Being a police chief is one of the toughest jobs in city government—maybe the toughest.
In a city like Delray Beach, the job is particularly challenging.
As great a community as we are and as far as we have come, we still have challenges relating to serious crime, violence, drug abuse and the sheer challenge of keeping an active city safe.
Visit downtown on any given night and you can see how busy we are—and how important it is to have a great police department.
This month, Delray Newspaper would like to congratulate veteran officer Javaro Sims on becoming Delray’s new police chief.
Chief Sims has been with the Delray Beach Police Department since 1992. He knows our city well.
Chief Sims has risen steadily through the ranks, becoming one of the department’s two assistant chiefs in September 2014.
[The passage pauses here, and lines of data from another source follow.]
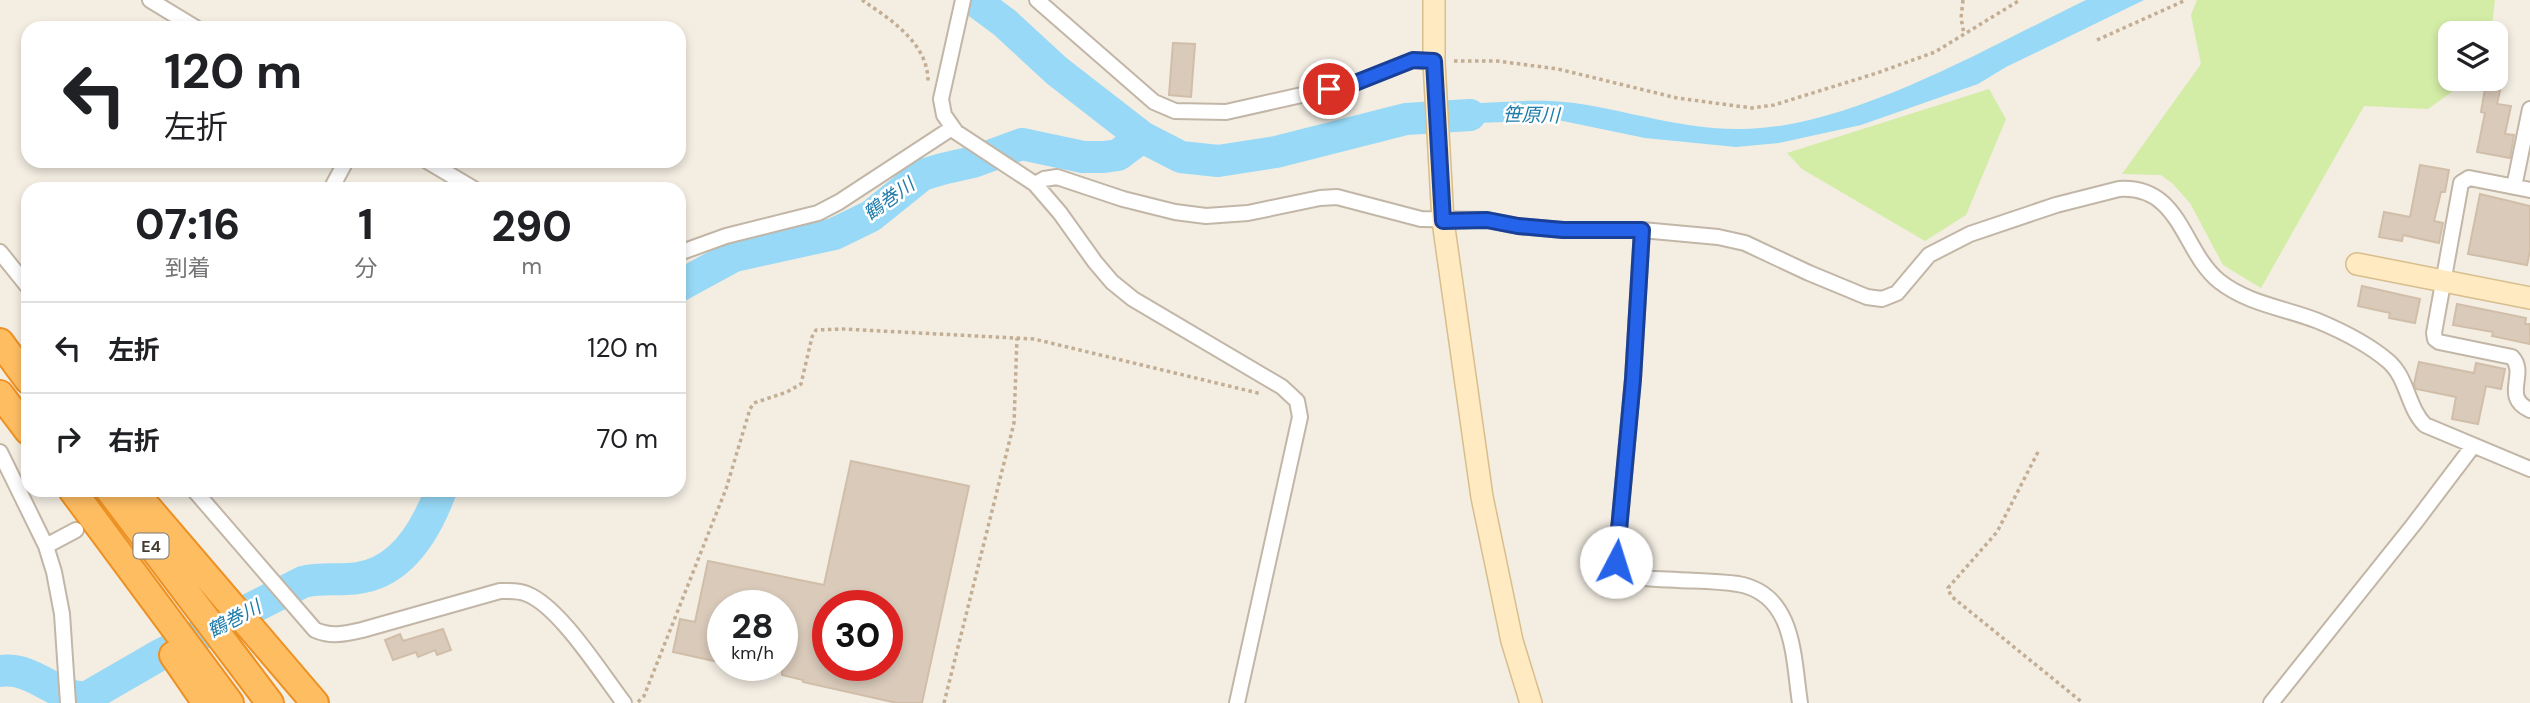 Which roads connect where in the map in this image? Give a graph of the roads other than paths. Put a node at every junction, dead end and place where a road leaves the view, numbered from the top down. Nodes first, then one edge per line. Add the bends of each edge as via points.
1 (150, 0) edge
2 (963, 0) edge
3 (1037, 0) edge
4 (1434, 0) edge
5 (185, 21) edge
6 (1434, 61) junction
7 (2530, 109) edge
8 (954, 130) junction
9 (439, 168) edge
10 (1029, 181) junction
11 (462, 182) edge
12 (2514, 187) junction
13 (2530, 190) edge
14 (1443, 221) junction
15 (1642, 230) junction
16 (686, 250) edge
17 (0, 252) edge
18 (2357, 264) dead end
19 (21, 278) edge
20 (2444, 281) junction
21 (2530, 298) edge
22 (0, 326) edge
23 (0, 342) edge
24 (21, 352) edge
25 (21, 370) edge
26 (0, 394) edge
27 (2530, 410) edge
28 (21, 422) edge
29 (2473, 446) junction
30 (0, 452) edge
31 (2530, 469) edge
32 (21, 495) edge
33 (22, 497) edge
34 (77, 497) edge
35 (114, 497) edge
36 (140, 497) edge
37 (200, 497) edge
38 (76, 530) dead end
39 (46, 546) junction
40 (191, 665) junction
41 (68, 703) edge
42 (206, 703) edge
43 (230, 703) edge
44 (270, 703) edge
45 (315, 703) edge
46 (624, 703) edge
47 (1237, 703) edge
48 (1531, 703) edge
49 (1800, 703) edge
50 (2271, 703) edge

1 - 5 street
2 - 8 street via 941,99
3 - 6 street via 1154,102 1175,111 1226,112 1355,83 1413,60
4 - 6 street
6 - 14 street
7 - 12 street
8 - 10 street
8 - 16 street via 818,214
9 - 11 street
10 - 14 street via 1063,178 1123,199 1206,216 1337,197
10 - 47 street via 1060,213 1112,282 1150,310 1282,387 1297,401 1300,418
12 - 13 street
12 - 20 street via 2469,178 2461,183
14 - 15 street via 1487,220 1563,230
14 - 48 street via 1482,497 1512,641
15 - 29 street via 1745,243 1867,297 1882,299 1897,293 1929,255 1970,234 2119,189 2147,193 2172,212 2218,280 2236,293 2316,320 2371,349 2398,372 2422,422
15 - 49 street via 1616,562 1620,571 1637,578 1738,584 1768,597 1788,629
17 - 19 street
18 - 20 street
20 - 21 street
20 - 27 street via 2435,339 2512,357 2518,366 2516,396
22 - 24 highway
23 - 25 highway
26 - 28 highway
29 - 31 street
29 - 50 street
30 - 32 street
33 - 39 street
34 - 40 highway, E4 via 145,587 159,620
35 - 44 highway, E4
36 - 45 highway
37 - 46 street via 315,629 338,635 500,591 520,592 566,626
38 - 39 street
39 - 41 street via 62,614
40 - 42 highway
40 - 43 highway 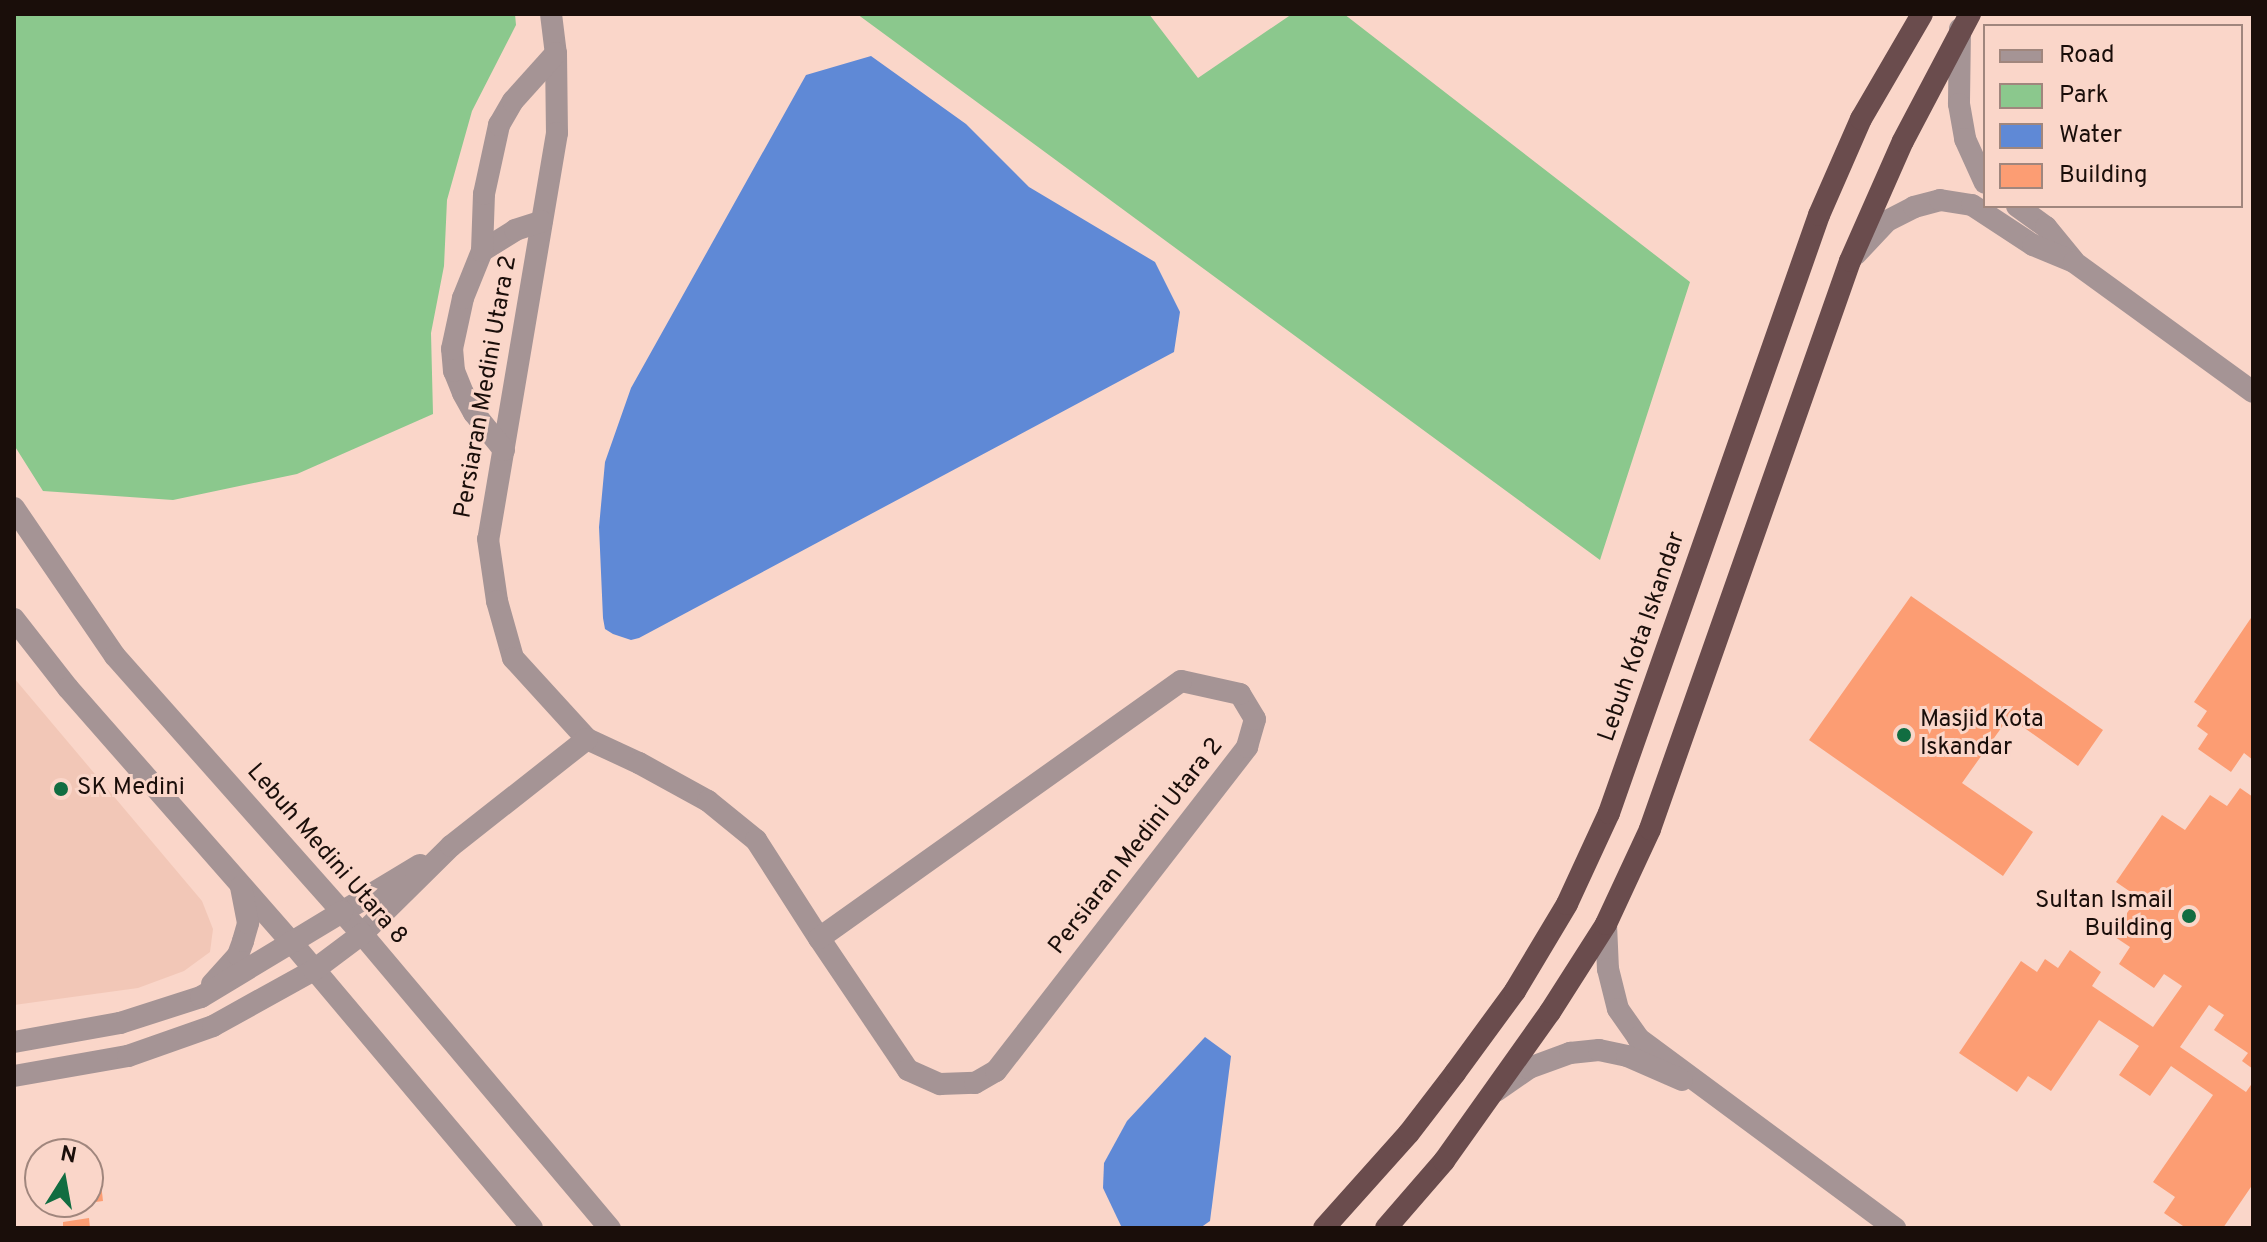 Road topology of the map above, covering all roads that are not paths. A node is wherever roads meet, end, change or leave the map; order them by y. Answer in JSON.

City Manager Mark Lauzier chose Sims after a six-month period during which Sims and DBPD Asst. Chief Mary Olsen each had a turn to run the department as acting chief while Chief Jeff Goldman served as acting assistant city manager.
It was an awkward audition process and the naming of Sims will give the department a chance to coalesce around a new leader.
Chief Sims follows a long line of outstanding chiefs that have served in Delray Beach.
It is a challenging assignment and an important one too.
We have long maintained that Delray’s renaissance beginning in the late 80s and early 90s was led by the men and women who protect and serve us.
Community policing, problem oriented policing and stellar law enforcement made the city a safer place to live, work, play and invest.
In order to remain desirable, we need to maintain an outstanding police department. That begins with leadership at the department, among the rank and file and on the City Commission.
Chief Sims and his executive team will be tasked with making sure we have the resources, intelligence and personnel to do the job. The street cops and detectives also have an extremely difficult job and the City Commission is responsible for supporting the department in its critical mission while holding the city manager accountable for the department’s performance.
In announcing his decision, City Manager Lauzier, a former police officer himself noted Sims’ experience and unique background.
That background includes four years as a teacher before becoming a DPBD officer giving him unique insights into our youth. Stints as a professional football player and standout track star also make him interesting and relatable.
As he rose through the ranks of the department, Chief Sims supervised the Community Policing Unit, the Street-level Narcotics Unit, the West Atlantic Avenue Task Force, the Community Response Division, the Criminal Investigations Division, the Support Services Division, the Community Patrol Division and, as assistant chief, the Special Services Bureau. He graduated from the FBI National Academy in 2014.
Chief Sims is ready for this next challenge.
We wish him well on his new endeavor.